Similarly, ETFs will use a direct approach; a long/short ETF can directly short the underlying security, buy an inverse ETF, or use a swap agreement with banks. A currency-carry ETF might use currency-forward contracts.
2. Hedge Fund Replication
ETFs, replicate the returns of a hedge fund. Hedge funds are generally very secretive in their work; however, they report their returns to hedge fund indexing firms.
The ETFs then try to replicate these returns with the help of the liquid assets at hand.
Hedge fund replication ETFs attempt to match hedge fund indexes as closely as possible with liquid assets. Liquid assets include things like stocks and bonds, although other ETFs with broad equities or bond exposure is more common.

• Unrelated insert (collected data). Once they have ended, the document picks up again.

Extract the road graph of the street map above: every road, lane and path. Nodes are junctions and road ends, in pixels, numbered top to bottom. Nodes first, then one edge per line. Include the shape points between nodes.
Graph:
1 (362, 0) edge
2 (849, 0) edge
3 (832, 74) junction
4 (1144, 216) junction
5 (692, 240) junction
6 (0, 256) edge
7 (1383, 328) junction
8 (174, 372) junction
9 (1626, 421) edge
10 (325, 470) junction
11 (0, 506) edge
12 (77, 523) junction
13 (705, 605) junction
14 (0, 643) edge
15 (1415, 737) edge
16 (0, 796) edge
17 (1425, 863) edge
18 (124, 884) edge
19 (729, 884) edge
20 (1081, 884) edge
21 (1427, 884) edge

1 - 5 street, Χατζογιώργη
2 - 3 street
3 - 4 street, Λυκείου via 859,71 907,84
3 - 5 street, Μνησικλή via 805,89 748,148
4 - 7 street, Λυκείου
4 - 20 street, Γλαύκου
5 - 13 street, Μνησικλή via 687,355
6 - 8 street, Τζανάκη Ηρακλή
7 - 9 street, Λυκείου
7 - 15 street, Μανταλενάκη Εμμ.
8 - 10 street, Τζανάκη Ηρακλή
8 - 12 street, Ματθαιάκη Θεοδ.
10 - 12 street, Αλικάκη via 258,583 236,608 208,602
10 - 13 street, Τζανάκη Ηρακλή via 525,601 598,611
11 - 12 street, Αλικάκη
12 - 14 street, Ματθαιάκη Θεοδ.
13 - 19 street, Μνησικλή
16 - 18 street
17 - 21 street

These ETFs use complex mathematical and statistical tools to replicate such returns. Naturally, since ETFs are more transparent and have to report their holdings daily, the strategy is out in the open!
IM DBI Hedge Strategy ETF and the IM DBI Managed Futures Strategy ETF are some examples of Hedge Fund Replicating ETFs listed in the European markets.
3. Copycat
The third way to replicate a hedge fund is to copy them completely! Hedge funds are by law bound to share their portfolio allocations on a quarterly lagged basis.
Copycat ETFs use this publicly available information to decode the hedge fund’s assets and then base their securities on such assets. These are primarily liquid securities like bonds and stocks.
The largest Copycat ETF is the Motley Fool 100 Index ETF, with an AUM of $532.52 million.
Bottom line is that ETFs cannot fully be hedge funds but can very correctly replicate them.
In an interview given to Morningstar on the launch of ProShares Hedge Fund Replication ETF (HDG), Joanne Hill, Head of Institutional Investment Strategy (IIS) at ProShares, opined that ‘the idea here is that you can take a broad-based index like HFRI, which it captures the performance statistics of about 95% of the assets of the hedge fund industry; it has 2000 hedge funds in it.
So, when you look at that, you can reduce the returns and risk features into six or more tradable factors. So, hedge fund replication seeks to capture these return and risk characteristics, but it does it in a way that you can move in and out, trade it, and see the factors – thus making it accessible to a wider group of investors than available.’
Thus, ETFs have successfully delivered the hedge fund experience to the common masses.
FAQs
What are the top three ETFs?
Ans. Vanguard is the issuer of The Vanguard Total Stock Market ETF (VTI). $271.6 billion in assets are being managed.
State Street Global Advisors is the issuer of the SPDR S&P 500 ETF (SPY). $373.3 billion in assets are being managed.
iShares is the issuer of The iShares Core MSCI EAFE ETF (IEFA).
Can an ETF be a hedge fund?
Ans. ETFs can function like hedge funds even though they cannot possess them. In summary, ETFs are able to implement a variety of well-liked hedge fund strategies, including long/short, market-neutral, currency-carry, merger arbitrage, etc.
What is the best ETF strategy?
Ans. The ETF trading strategies that are best for beginners include dollar-cost averaging, asset allocation, swing trading, sector rotation, short selling, seasonal patterns, and hedging.